Saved entries
■ ■ ■ ■
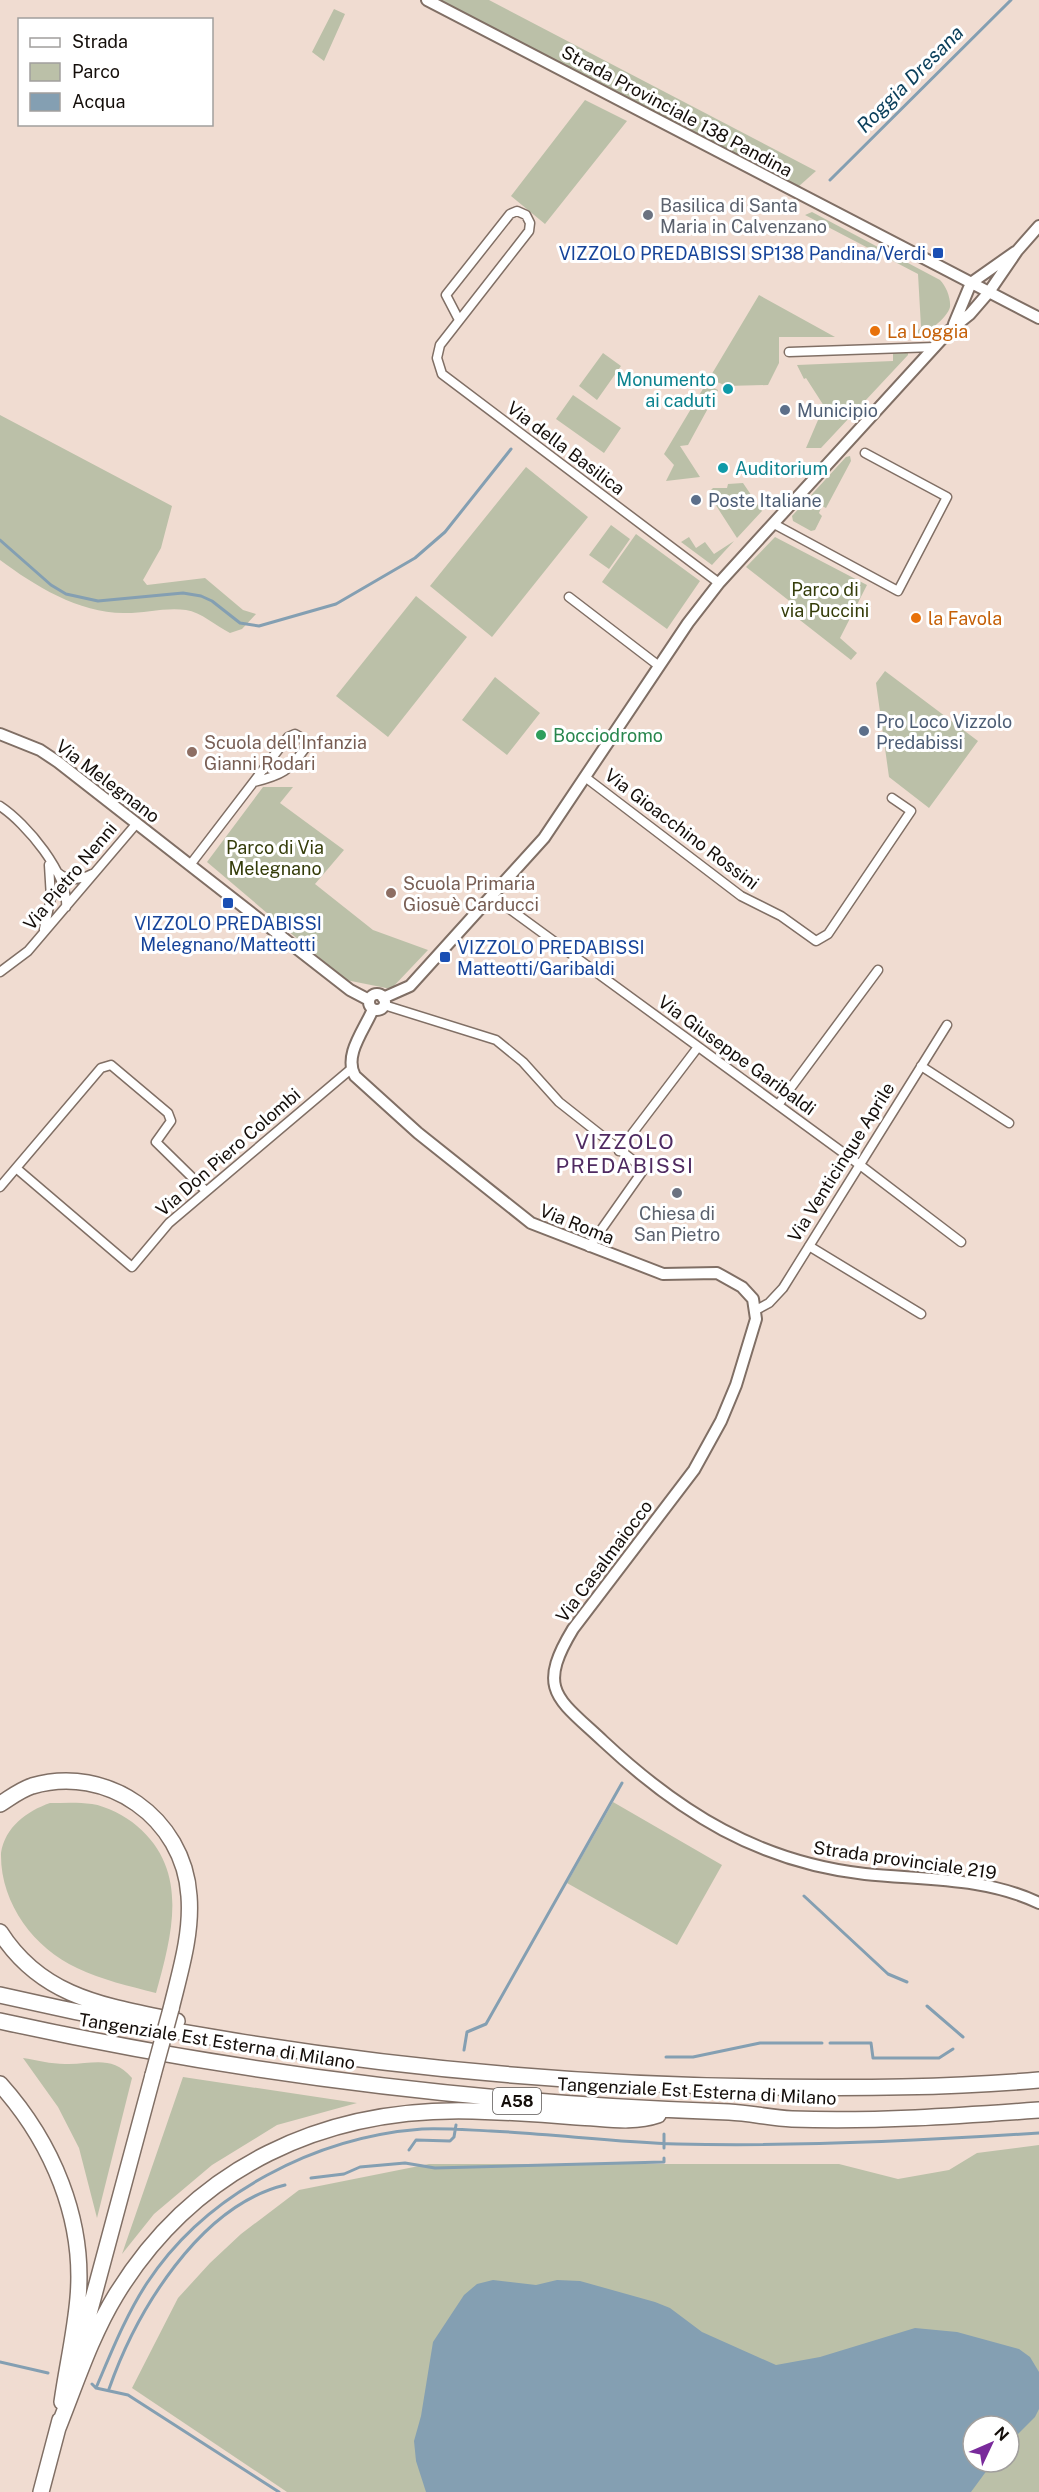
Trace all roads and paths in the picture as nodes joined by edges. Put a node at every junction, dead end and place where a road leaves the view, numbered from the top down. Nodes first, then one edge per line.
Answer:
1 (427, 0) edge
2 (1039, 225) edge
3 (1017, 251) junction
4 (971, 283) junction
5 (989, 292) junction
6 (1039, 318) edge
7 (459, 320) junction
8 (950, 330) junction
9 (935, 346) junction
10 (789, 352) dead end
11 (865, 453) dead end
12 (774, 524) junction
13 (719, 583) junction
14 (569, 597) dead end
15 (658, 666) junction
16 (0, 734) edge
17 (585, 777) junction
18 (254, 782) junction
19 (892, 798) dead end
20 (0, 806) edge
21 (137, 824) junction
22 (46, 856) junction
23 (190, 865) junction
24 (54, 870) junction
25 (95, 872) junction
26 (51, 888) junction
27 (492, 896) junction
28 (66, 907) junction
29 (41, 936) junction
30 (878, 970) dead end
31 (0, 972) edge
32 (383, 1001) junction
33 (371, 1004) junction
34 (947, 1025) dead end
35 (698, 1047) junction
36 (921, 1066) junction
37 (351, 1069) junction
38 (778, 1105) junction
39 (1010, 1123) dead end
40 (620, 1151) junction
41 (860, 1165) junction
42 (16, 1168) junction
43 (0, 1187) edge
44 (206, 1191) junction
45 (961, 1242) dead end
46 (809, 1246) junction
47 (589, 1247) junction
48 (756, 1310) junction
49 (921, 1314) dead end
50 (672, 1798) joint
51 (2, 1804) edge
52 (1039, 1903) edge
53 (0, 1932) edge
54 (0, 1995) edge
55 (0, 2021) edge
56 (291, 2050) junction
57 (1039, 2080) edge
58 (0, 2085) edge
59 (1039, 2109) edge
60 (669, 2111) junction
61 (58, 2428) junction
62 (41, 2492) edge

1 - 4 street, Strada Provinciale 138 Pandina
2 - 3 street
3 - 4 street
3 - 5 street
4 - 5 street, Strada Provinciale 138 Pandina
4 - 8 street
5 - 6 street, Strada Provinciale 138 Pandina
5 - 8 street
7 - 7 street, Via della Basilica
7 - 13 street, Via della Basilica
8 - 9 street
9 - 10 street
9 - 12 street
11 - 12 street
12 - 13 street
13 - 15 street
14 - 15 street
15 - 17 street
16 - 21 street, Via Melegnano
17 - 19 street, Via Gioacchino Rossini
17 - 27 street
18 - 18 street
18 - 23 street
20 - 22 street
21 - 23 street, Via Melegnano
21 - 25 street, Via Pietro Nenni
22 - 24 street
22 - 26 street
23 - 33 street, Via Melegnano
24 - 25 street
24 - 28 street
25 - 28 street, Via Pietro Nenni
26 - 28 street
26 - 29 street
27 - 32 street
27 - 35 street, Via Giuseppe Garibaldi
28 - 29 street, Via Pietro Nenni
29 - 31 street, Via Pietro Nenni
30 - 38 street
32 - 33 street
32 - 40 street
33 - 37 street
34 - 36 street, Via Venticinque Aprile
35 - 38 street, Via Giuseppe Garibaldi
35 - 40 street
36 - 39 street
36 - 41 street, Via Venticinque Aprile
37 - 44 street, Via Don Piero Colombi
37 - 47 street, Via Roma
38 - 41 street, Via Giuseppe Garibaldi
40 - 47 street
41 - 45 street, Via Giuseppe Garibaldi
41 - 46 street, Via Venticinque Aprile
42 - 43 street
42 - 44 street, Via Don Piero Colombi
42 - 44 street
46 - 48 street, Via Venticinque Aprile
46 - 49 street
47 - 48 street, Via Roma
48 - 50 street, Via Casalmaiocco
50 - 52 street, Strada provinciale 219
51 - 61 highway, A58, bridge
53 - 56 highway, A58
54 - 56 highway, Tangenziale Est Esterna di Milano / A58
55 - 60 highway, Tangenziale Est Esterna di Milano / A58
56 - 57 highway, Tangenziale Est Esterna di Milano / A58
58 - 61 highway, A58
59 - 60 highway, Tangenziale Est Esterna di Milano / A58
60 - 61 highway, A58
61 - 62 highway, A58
■ ■ ■ ■
> [Requirement] Your copy of the records must match them exactly, except that no pictures appear in it.

> [Reply to the task]
Trace all roads and paths in the picture as nodes joined by edges. Put a node at every junction, dead end and place where a road leaves the view, numbered from the top down. Nodes first, then one edge per line.
Answer:
1 (427, 0) edge
2 (1039, 225) edge
3 (1017, 251) junction
4 (971, 283) junction
5 (989, 292) junction
6 (1039, 318) edge
7 (459, 320) junction
8 (950, 330) junction
9 (935, 346) junction
10 (789, 352) dead end
11 (865, 453) dead end
12 (774, 524) junction
13 (719, 583) junction
14 (569, 597) dead end
15 (658, 666) junction
16 (0, 734) edge
17 (585, 777) junction
18 (254, 782) junction
19 (892, 798) dead end
20 (0, 806) edge
21 (137, 824) junction
22 (46, 856) junction
23 (190, 865) junction
24 (54, 870) junction
25 (95, 872) junction
26 (51, 888) junction
27 (492, 896) junction
28 (66, 907) junction
29 (41, 936) junction
30 (878, 970) dead end
31 (0, 972) edge
32 (383, 1001) junction
33 (371, 1004) junction
34 (947, 1025) dead end
35 (698, 1047) junction
36 (921, 1066) junction
37 (351, 1069) junction
38 (778, 1105) junction
39 (1010, 1123) dead end
40 (620, 1151) junction
41 (860, 1165) junction
42 (16, 1168) junction
43 (0, 1187) edge
44 (206, 1191) junction
45 (961, 1242) dead end
46 (809, 1246) junction
47 (589, 1247) junction
48 (756, 1310) junction
49 (921, 1314) dead end
50 (672, 1798) joint
51 (2, 1804) edge
52 (1039, 1903) edge
53 (0, 1932) edge
54 (0, 1995) edge
55 (0, 2021) edge
56 (291, 2050) junction
57 (1039, 2080) edge
58 (0, 2085) edge
59 (1039, 2109) edge
60 (669, 2111) junction
61 (58, 2428) junction
62 (41, 2492) edge

1 - 4 street, Strada Provinciale 138 Pandina
2 - 3 street
3 - 4 street
3 - 5 street
4 - 5 street, Strada Provinciale 138 Pandina
4 - 8 street
5 - 6 street, Strada Provinciale 138 Pandina
5 - 8 street
7 - 7 street, Via della Basilica
7 - 13 street, Via della Basilica
8 - 9 street
9 - 10 street
9 - 12 street
11 - 12 street
12 - 13 street
13 - 15 street
14 - 15 street
15 - 17 street
16 - 21 street, Via Melegnano
17 - 19 street, Via Gioacchino Rossini
17 - 27 street
18 - 18 street
18 - 23 street
20 - 22 street
21 - 23 street, Via Melegnano
21 - 25 street, Via Pietro Nenni
22 - 24 street
22 - 26 street
23 - 33 street, Via Melegnano
24 - 25 street
24 - 28 street
25 - 28 street, Via Pietro Nenni
26 - 28 street
26 - 29 street
27 - 32 street
27 - 35 street, Via Giuseppe Garibaldi
28 - 29 street, Via Pietro Nenni
29 - 31 street, Via Pietro Nenni
30 - 38 street
32 - 33 street
32 - 40 street
33 - 37 street
34 - 36 street, Via Venticinque Aprile
35 - 38 street, Via Giuseppe Garibaldi
35 - 40 street
36 - 39 street
36 - 41 street, Via Venticinque Aprile
37 - 44 street, Via Don Piero Colombi
37 - 47 street, Via Roma
38 - 41 street, Via Giuseppe Garibaldi
40 - 47 street
41 - 45 street, Via Giuseppe Garibaldi
41 - 46 street, Via Venticinque Aprile
42 - 43 street
42 - 44 street, Via Don Piero Colombi
42 - 44 street
46 - 48 street, Via Venticinque Aprile
46 - 49 street
47 - 48 street, Via Roma
48 - 50 street, Via Casalmaiocco
50 - 52 street, Strada provinciale 219
51 - 61 highway, A58, bridge
53 - 56 highway, A58
54 - 56 highway, Tangenziale Est Esterna di Milano / A58
55 - 60 highway, Tangenziale Est Esterna di Milano / A58
56 - 57 highway, Tangenziale Est Esterna di Milano / A58
58 - 61 highway, A58
59 - 60 highway, Tangenziale Est Esterna di Milano / A58
60 - 61 highway, A58
61 - 62 highway, A58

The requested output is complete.